In 1934, Roosevelt created the Committee on Economic Security, which was given the task of fleshing out the details of his idea. The result was a report outlining a plan for providing benefits to the elderly, disabled, and unemployed. The committee drafted a piece of legislation that would become the Social Security Act, and after extensive debate, the act was signed into law on Aug. 14, 1935.
Social Security From Then to Now
Since the signing of the Social Security Act in 1935, this legislation has undergone many changes. The law was amended in the 1950s to make self-employed professionals, some federal employees, and domestic and farm laborers eligible for benefits. In 1960, President Dwight D. Eisenhower signed a measure that would grant benefits to workers who were disabled and those depending on them for financial support. In 1965, amendments to the legislation created medical insurance programs for the elderly (Medicare) and the poor (Medicaid). More recent changes have been made under presidents Ronald Reagan, George W. Bush, and Barack Obama. Notably, the Reagan administration raised taxes to help keep the program solvent, and under the Bush administration, qualified foreign individuals and their children became eligible for disability assistance and food stamps.
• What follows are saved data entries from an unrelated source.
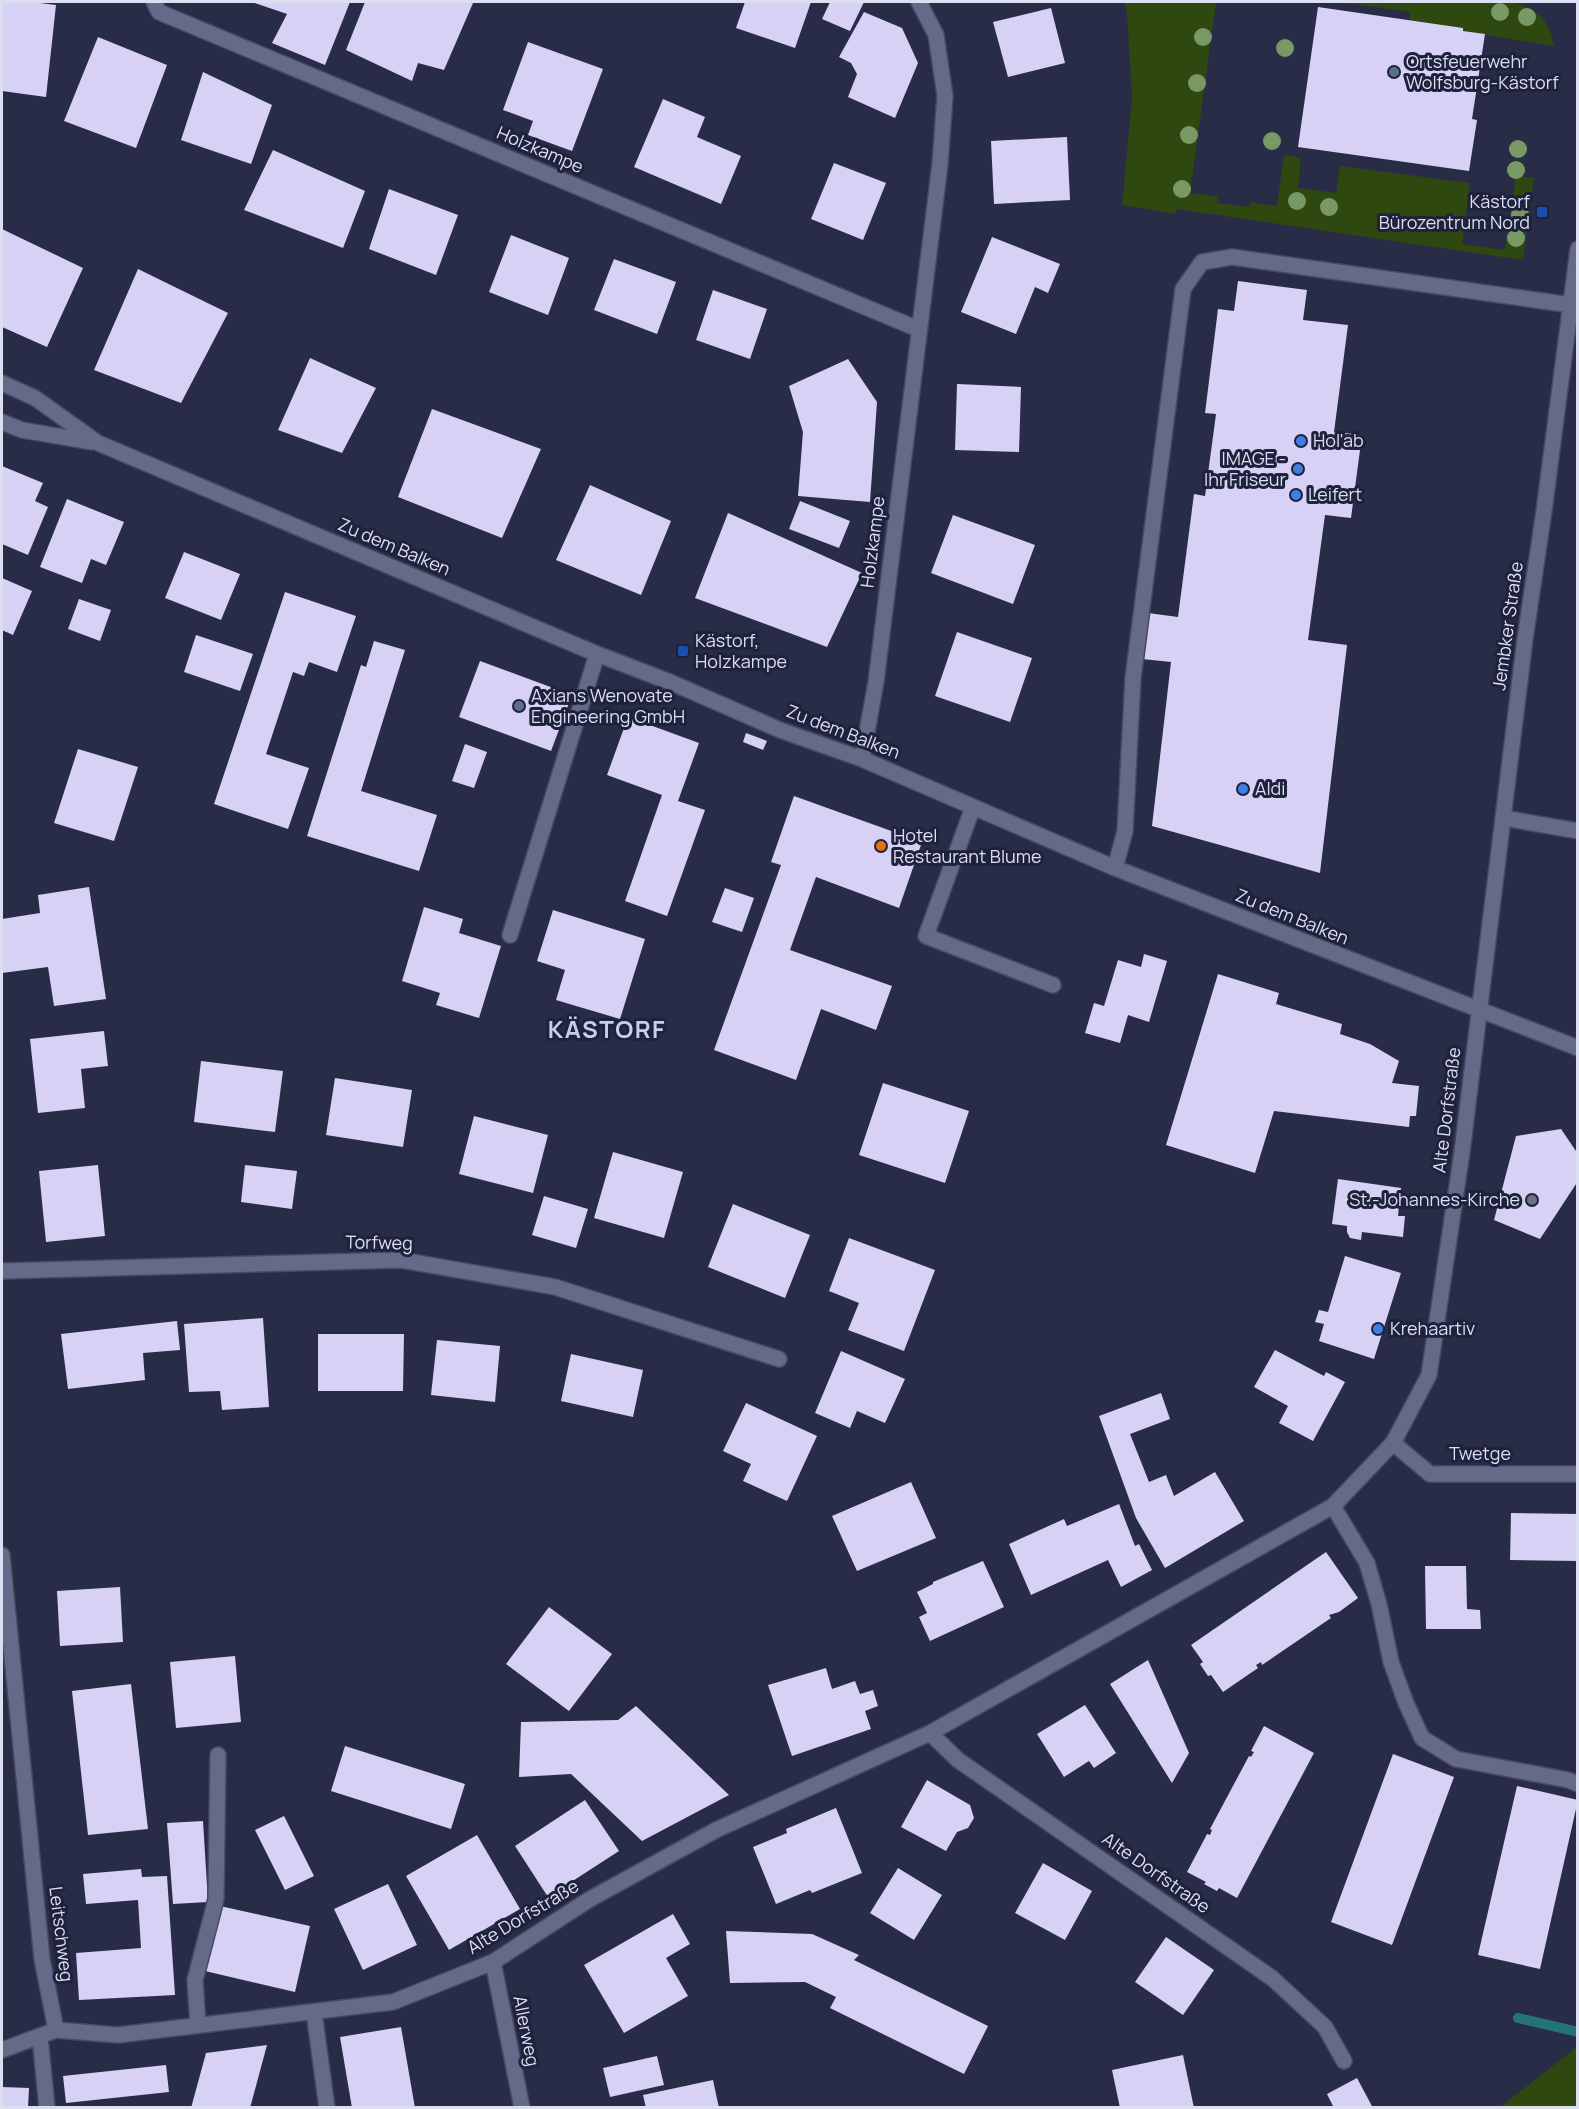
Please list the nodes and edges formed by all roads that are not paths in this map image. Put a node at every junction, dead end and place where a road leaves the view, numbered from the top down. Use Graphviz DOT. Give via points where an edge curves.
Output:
graph roads {
  1 [pos="154,2"];
  2 [pos="919,2"];
  3 [pos="1578,249"];
  4 [pos="1570,305"];
  5 [pos="918,329"];
  6 [pos="2,383"];
  7 [pos="2,422"];
  8 [pos="98,443"];
  9 [pos="597,654"];
  10 [pos="862,759"];
  11 [pos="973,807"];
  12 [pos="1504,818"];
  13 [pos="1578,831"];
  14 [pos="1115,868"];
  15 [pos="510,935"];
  16 [pos="1053,985"];
  17 [pos="1480,1009"];
  18 [pos="1578,1048"];
  19 [pos="2,1271"];
  20 [pos="779,1359"];
  21 [pos="1393,1443"];
  22 [pos="1578,1474"];
  23 [pos="1333,1506"];
  24 [pos="2,1555"];
  25 [pos="3,1587"];
  26 [pos="930,1733"];
  27 [pos="218,1755"];
  28 [pos="1578,1784"];
  29 [pos="493,1962"];
  30 [pos="314,2012"];
  31 [pos="198,2025"];
  32 [pos="56,2030"];
  33 [pos="40,2037"];
  34 [pos="2,2050"];
  35 [pos="1344,2061"];
  36 [pos="47,2108"];
  37 [pos="327,2108"];
  38 [pos="522,2108"];
  1 -- 5 [label="street, Holzkampe" via="159,12"];
  2 -- 5 [label="street, Holzkampe" via="936,35 945,96"];
  3 -- 4 [label="street, Jembker Straße"];
  4 -- 12 [label="street, Jembker Straße"];
  4 -- 14 [label="street" via="1232,257 1202,262 1183,289 1133,678 1125,831"];
  5 -- 10 [label="street, Holzkampe" via="876,682"];
  6 -- 8 [label="street, Zu dem Balken" via="35,398"];
  7 -- 8 [label="street, Zu dem Balken" via="22,430"];
  8 -- 9 [label="street, Zu dem Balken"];
  9 -- 10 [label="street, Zu dem Balken" via="780,730"];
  9 -- 15 [label="street"];
  10 -- 11 [label="street, Zu dem Balken"];
  11 -- 14 [label="street, Zu dem Balken"];
  11 -- 16 [label="street" via="926,936"];
  12 -- 13 [label="street"];
  12 -- 17 [label="street, Jembker Straße"];
  14 -- 17 [label="street, Zu dem Balken"];
  17 -- 18 [label="street, Zu dem Balken"];
  17 -- 21 [label="street, Alte Dorfstraße" via="1429,1375"];
  19 -- 20 [label="street, Torfweg" via="401,1260 555,1287"];
  21 -- 22 [label="street, Twetge" via="1430,1474"];
  21 -- 23 [label="street, Alte Dorfstraße"];
  23 -- 26 [label="street, Alte Dorfstraße"];
  23 -- 28 [label="street" via="1367,1563 1391,1662 1422,1738 1456,1759"];
  24 -- 25 [label="street, Leitschweg"];
  25 -- 32 [label="street, Leitschweg" via="42,1959"];
  26 -- 29 [label="street, Alte Dorfstraße" via="716,1830 590,1899"];
  26 -- 35 [label="street, Alte Dorfstraße" via="958,1760 1272,1978 1324,2027"];
  27 -- 31 [label="street" via="216,1899 195,1980"];
  29 -- 30 [label="street, Alte Dorfstraße" via="393,2002"];
  29 -- 38 [label="street, Allerweg"];
  30 -- 31 [label="street, Alte Dorfstraße"];
  30 -- 37 [label="street"];
  31 -- 32 [label="street, Alte Dorfstraße" via="118,2035"];
  32 -- 33 [label="street, Alte Dorfstraße"];
  33 -- 34 [label="street, Alte Dorfstraße"];
  33 -- 36 [label="street"];
}
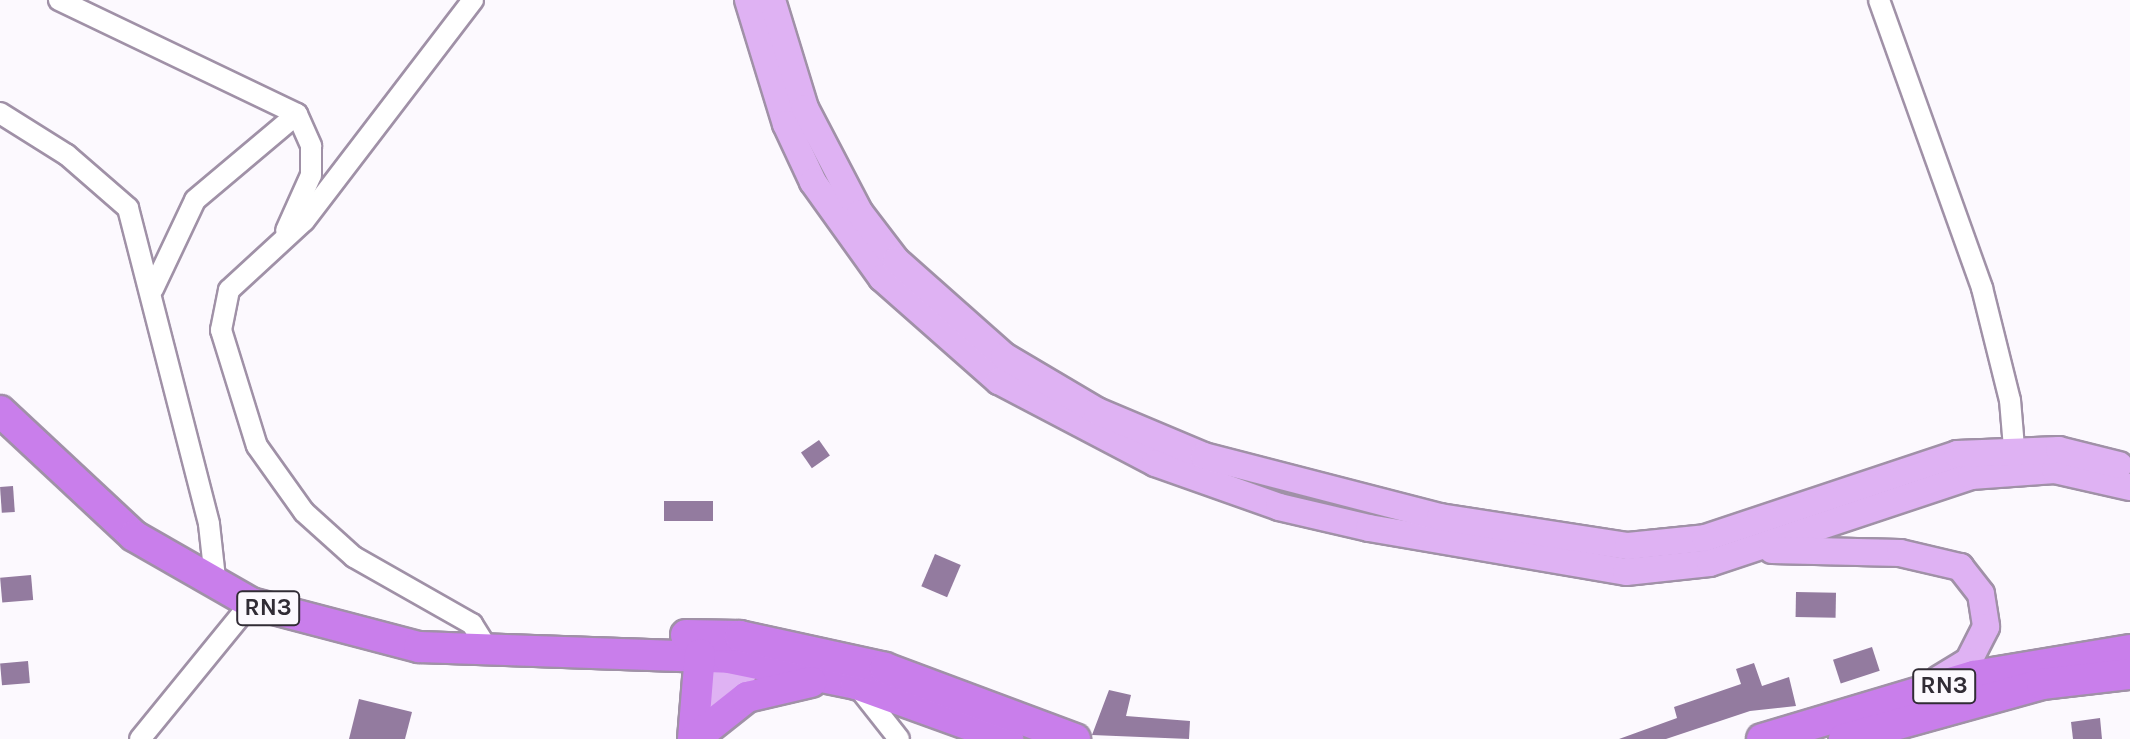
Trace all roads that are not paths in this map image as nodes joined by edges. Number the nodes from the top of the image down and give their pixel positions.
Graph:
1 (59, 0) edge
2 (473, 0) edge
3 (748, 0) edge
4 (772, 0) edge
5 (1879, 0) edge
6 (0, 113) edge
7 (297, 114) junction
8 (281, 242) junction
9 (153, 289) junction
10 (0, 411) edge
11 (2014, 448) junction
12 (2130, 468) edge
13 (2130, 487) edge
14 (1710, 563) junction
15 (216, 587) junction
16 (251, 603) junction
17 (598, 649) junction
18 (737, 650) junction
19 (2130, 650) edge
20 (490, 653) junction
21 (2130, 674) edge
22 (852, 683) junction
23 (1893, 702) junction
24 (996, 725) edge
25 (140, 739) edge
26 (694, 739) edge
27 (899, 739) edge
28 (1075, 739) edge
29 (1762, 739) edge
30 (1844, 739) edge

1 - 7 street
2 - 8 street
3 - 14 main road
4 - 11 main road
5 - 11 street
6 - 9 street
7 - 8 street
7 - 9 street
8 - 20 street
9 - 15 street
10 - 15 highway, RN3
11 - 12 main road
13 - 14 main road
14 - 23 main road
15 - 16 highway, RN3
16 - 20 highway, RN3
16 - 25 street
17 - 18 highway, RN3
17 - 18 highway, RN3
17 - 20 highway, RN3
18 - 22 highway, RN3
18 - 24 highway, RN3
18 - 26 highway
18 - 26 main road
19 - 23 highway, RN3
21 - 30 highway, RN3
22 - 24 highway, RN3
22 - 26 highway
22 - 27 street
23 - 29 highway, RN3
24 - 28 highway, RN3

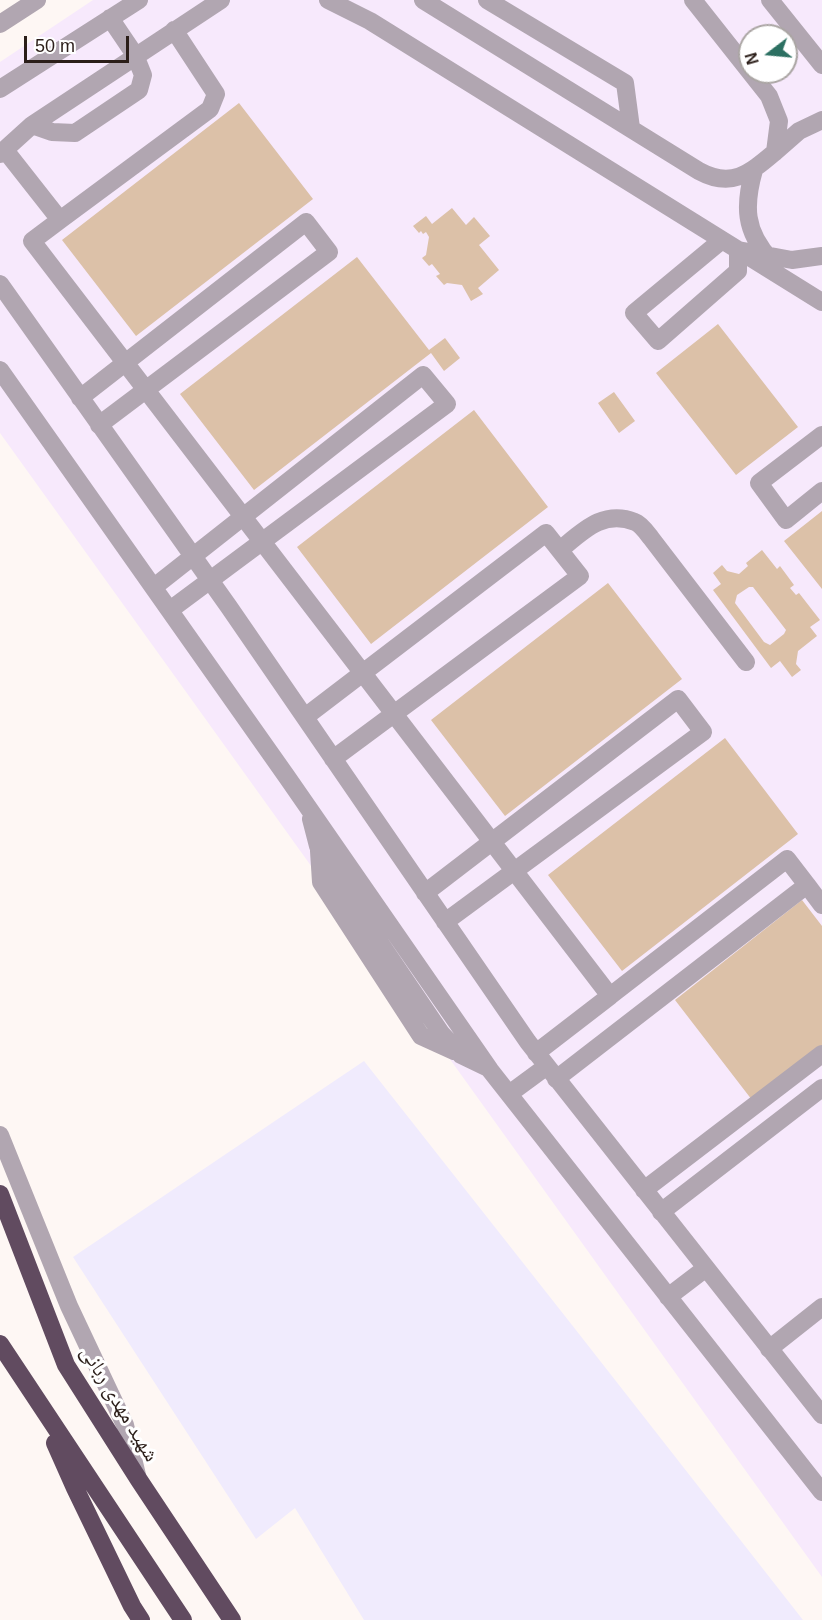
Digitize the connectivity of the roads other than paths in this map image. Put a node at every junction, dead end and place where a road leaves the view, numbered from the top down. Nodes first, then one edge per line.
1 (37, 0) edge
2 (139, 0) edge
3 (221, 0) edge
4 (328, 0) edge
5 (423, 0) edge
6 (487, 0) edge
7 (693, 0) edge
8 (770, 0) edge
9 (110, 18) junction
10 (0, 24) edge
11 (174, 30) junction
12 (135, 55) junction
13 (822, 65) edge
14 (0, 89) edge
15 (822, 120) edge
16 (32, 125) junction
17 (631, 128) junction
18 (3, 152) edge
19 (775, 152) junction
20 (754, 170) junction
21 (60, 220) junction
22 (722, 240) junction
23 (738, 250) junction
24 (767, 256) junction
25 (822, 256) edge
26 (0, 284) edge
27 (794, 284) junction
28 (822, 302) edge
29 (125, 363) junction
30 (0, 370) edge
31 (146, 390) junction
32 (80, 398) junction
33 (99, 425) junction
34 (822, 435) edge
35 (822, 491) edge
36 (243, 517) junction
37 (262, 542) junction
38 (560, 550) junction
39 (193, 557) junction
40 (210, 580) junction
41 (153, 587) junction
42 (170, 610) junction
43 (746, 662) dead end
44 (363, 673) junction
45 (394, 714) junction
46 (305, 717) junction
47 (333, 759) junction
48 (307, 806) junction
49 (492, 842) junction
50 (514, 871) junction
51 (807, 885) junction
52 (425, 893) junction
53 (822, 905) edge
54 (445, 922) junction
55 (610, 996) junction
56 (822, 1054) edge
57 (546, 1066) junction
58 (490, 1070) junction
59 (822, 1088) edge
60 (509, 1094) junction
61 (0, 1135) edge
62 (644, 1190) junction
63 (0, 1194) edge
64 (661, 1212) junction
65 (706, 1268) junction
66 (668, 1297) junction
67 (822, 1307) edge
68 (0, 1344) edge
69 (769, 1349) junction
70 (37, 1400) junction
71 (822, 1415) edge
72 (138, 1480) junction
73 (820, 1485) edge
74 (141, 1620) edge
75 (183, 1620) edge
76 (232, 1620) edge

1 - 10 lane
2 - 9 lane
3 - 11 lane
4 - 22 lane
5 - 17 lane
6 - 17 lane
7 - 19 lane
8 - 13 lane
9 - 12 lane
9 - 14 lane
11 - 12 lane
11 - 21 lane
12 - 16 lane
12 - 16 lane
15 - 19 lane
16 - 18 lane
17 - 20 lane
18 - 21 lane
19 - 20 lane
20 - 24 lane
21 - 29 lane
22 - 23 lane
22 - 23 lane
23 - 24 lane
23 - 27 lane
24 - 25 lane
24 - 27 lane
26 - 32 lane
27 - 28 lane
29 - 31 lane
29 - 31 lane
29 - 32 lane
30 - 41 lane
31 - 33 lane
31 - 36 lane
32 - 33 lane
33 - 39 lane
34 - 35 lane
36 - 37 lane
36 - 37 lane
36 - 39 lane
37 - 40 lane
37 - 44 lane
38 - 43 lane
38 - 44 lane
38 - 45 lane
39 - 40 lane
39 - 41 lane
40 - 42 lane
40 - 46 lane
41 - 42 lane
42 - 48 lane
44 - 45 lane
44 - 46 lane
45 - 47 lane
45 - 49 lane
46 - 47 lane
47 - 52 lane
48 - 58 lane
48 - 58 lane
49 - 50 lane
49 - 50 lane
49 - 52 lane
50 - 54 lane
50 - 55 lane
51 - 53 lane
51 - 55 lane
51 - 57 lane
52 - 54 lane
54 - 57 lane
55 - 57 lane
56 - 62 lane
57 - 60 lane
57 - 62 lane
58 - 60 lane
59 - 64 lane
60 - 66 lane
61 - 72 lane
62 - 64 lane
63 - 72 highway, شهید مهدی ربانی
64 - 65 lane
65 - 66 lane
65 - 69 lane
66 - 73 lane
67 - 69 lane
68 - 70 highway
69 - 71 lane
70 - 74 highway
70 - 75 highway
72 - 76 highway, شهید مهدی ربانی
The Future of Social Security
It’s hard to predict the future of Social Security, especially since the program is predicted to exhaust its trust fund by 2035. As more and more of the large baby boom generation reaches retirement age and as life expectancies continue to grow, many of today’s workers are skeptical that Social Security benefits will be there for them when they retire. However, while many fiscal conservatives have pushed to shrink or abolish the program over the decades, it remains popular with most Americans, many of whom would be in favor of higher taxes if it meant keeping the Social Security program.